# Clunking noise from underneath car



## Gymrat (Jul 21, 2019)

Since buying the car this noise has been constant. I took this yesterday after I parked up with engine still running. It's as though the gears or something continues dancing about even though I'm stopped. I've done numerous clutch learns and the gearbox software is up to date 
The car is my2011, is it normal or worrying??


----------



## JohnFK (Oct 30, 2019)

Try knocking it into Neutral when stationary. Quite often quietens the box down, especially when cold.


----------



## Slimshady201 (Mar 31, 2013)

Could it possibly be your bellhousing causing the knocking sound? Is it coming from the front or the rear of the car?


----------



## TREG (May 20, 2004)

Slimshady201 said:


> Could it possibly be your bellhousing causing the knocking sound? Is it coming from the front or the rear of the car?

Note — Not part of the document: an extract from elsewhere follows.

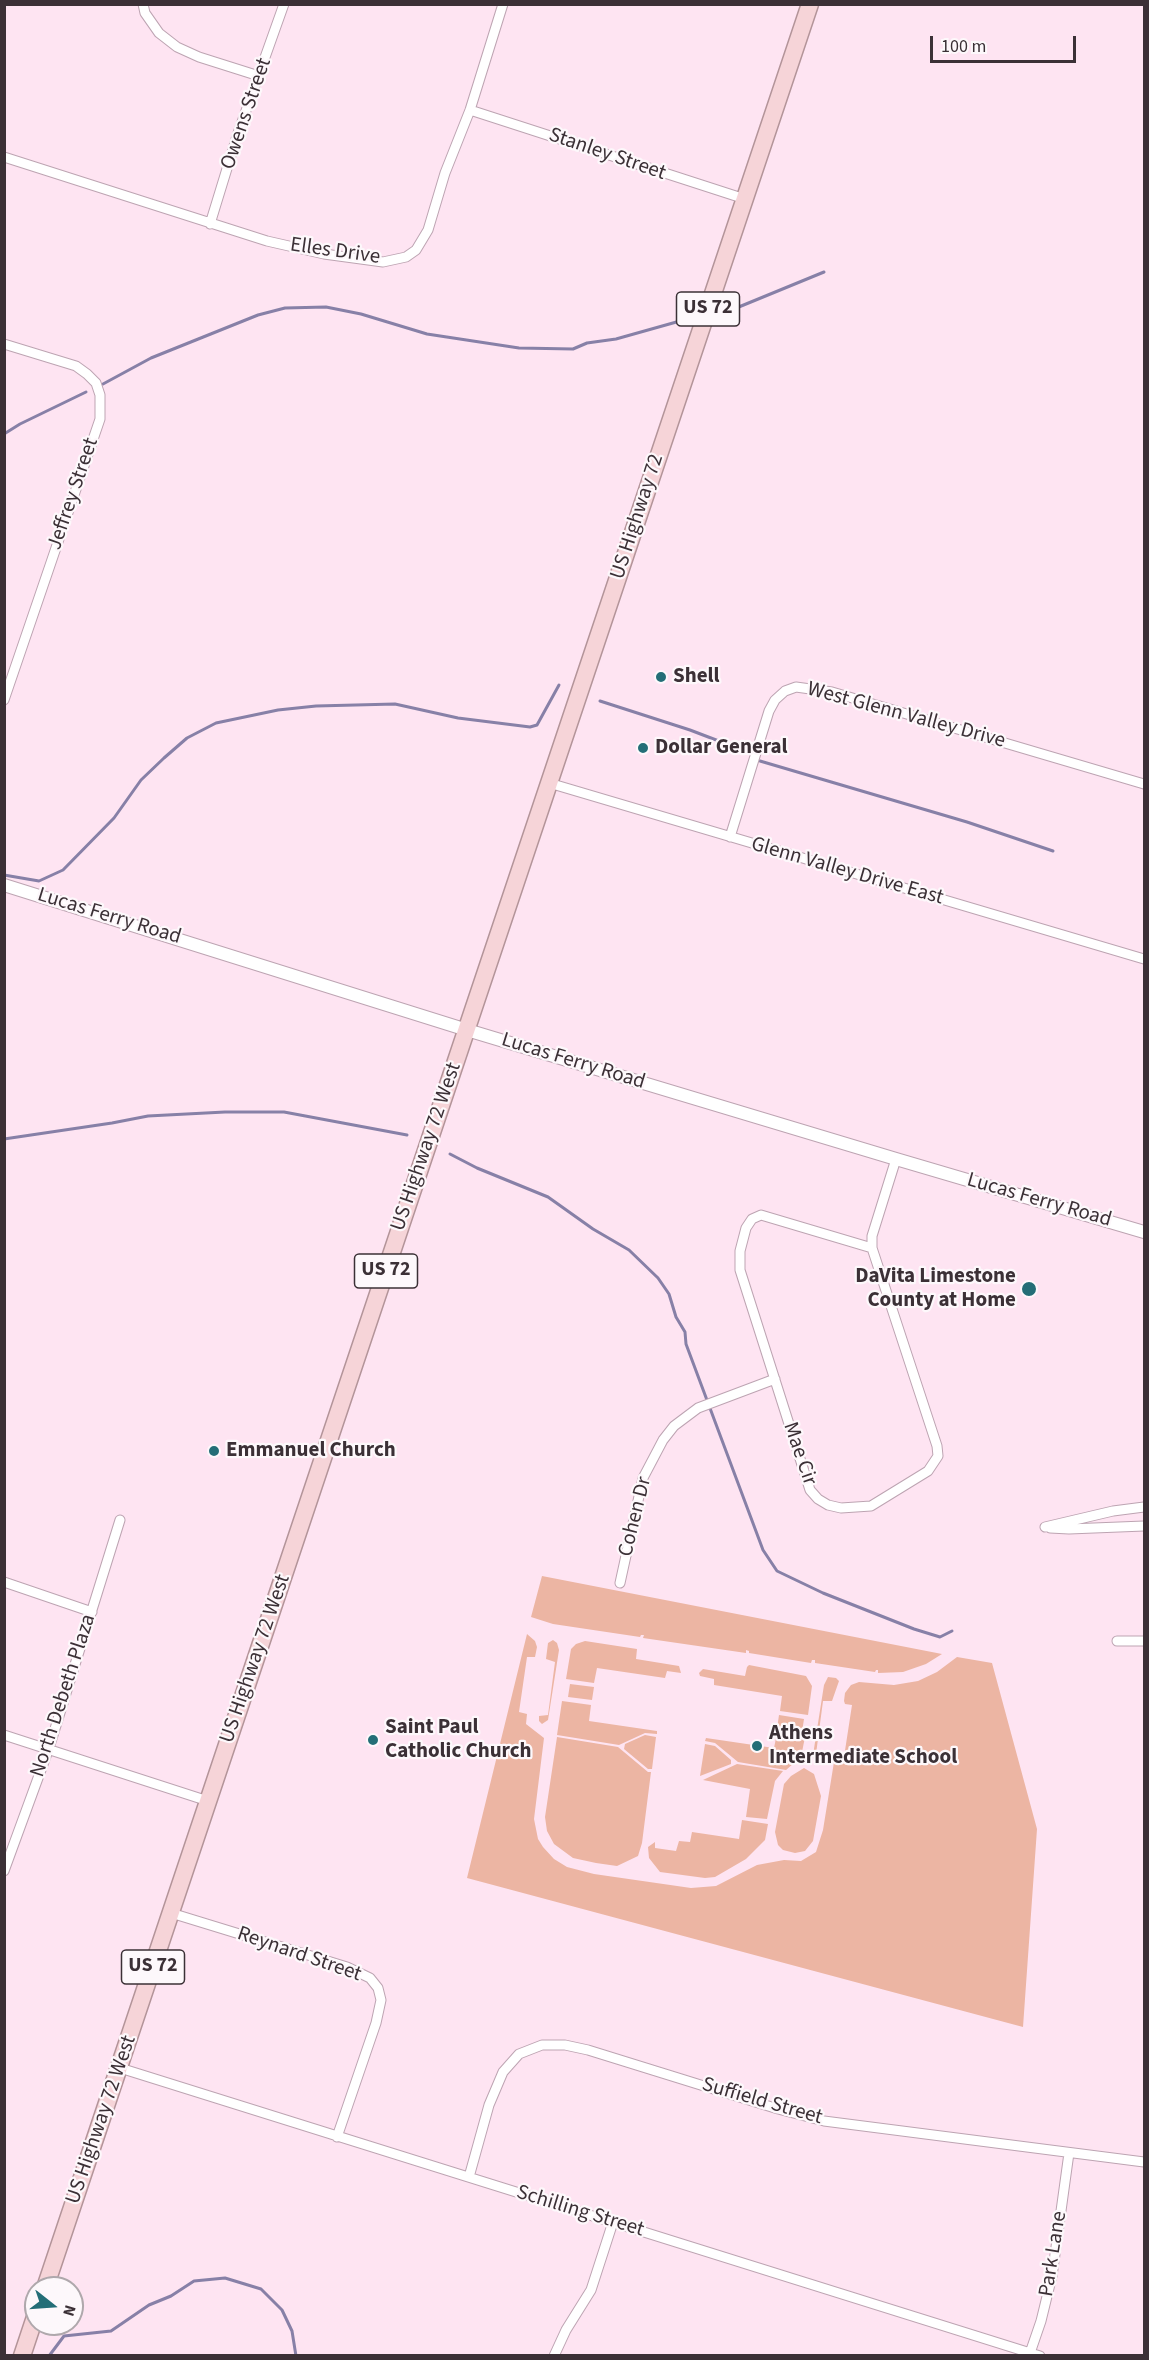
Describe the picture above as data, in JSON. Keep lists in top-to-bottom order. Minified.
{"streets":{"highway":["US 72","US Highway 72","US Highway 72 West"],"street":["Owens Street","Stanley Street","Elles Drive","Jeffrey Street","West Glenn Valley Drive","Glenn Valley Drive East","Lucas Ferry Road","Mae Cir","Cohen Dr","North Debeth Plaza","Reynard Street","Suffield Street","Schilling Street","Park Lane"]},"crossings":[["Owens Street","Elles Drive"],["Stanley Street","Elles Drive"],["Stanley Street","US Highway 72"],["US Highway 72","Glenn Valley Drive East"],["US Highway 72","Lucas Ferry Road"],["US Highway 72","US Highway 72 West"],["West Glenn Valley Drive","Glenn Valley Drive East"],["Lucas Ferry Road","US Highway 72 West"],["US Highway 72 West","Reynard Street"],["US Highway 72 West","Schilling Street"],["Mae Cir","Cohen Dr"],["Reynard Street","Schilling Street"],["Suffield Street","Schilling Street"],["Suffield Street","Park Lane"],["Schilling Street","Park Lane"]],"places":["Shell","Dollar General","DaVita Limestone County at Home","Emmanuel Church","Saint Paul Catholic Church","Athens Intermediate School"],"scale_bar":"100 m","north":"right"}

As above but its hard to tell.
Have you ever had the bell housing replaced?


----------



## Gymrat (Jul 21, 2019)

TREG said:


> As above but its hard to tell.
> Have you ever had the bell housing replaced?


Yes mate, Litchfield replaced it. It's coming from mid section I think 
Almost like when you do clutch re learn, same clanking noises


----------



## Gymrat (Jul 21, 2019)

JohnFK said:


> Try knocking it into Neutral when stationary. Quite often quietens the box down, especially when cold.


Will try that next week, cars away to Litchfields today, arrives with then on Thursday, wanted to gauge reaction on here before I phone them to check it out


----------



## Gymrat (Jul 21, 2019)

Slimshady201 said:


> Could it possibly be your bellhousing causing the knocking sound? Is it coming from the front or the rear of the car?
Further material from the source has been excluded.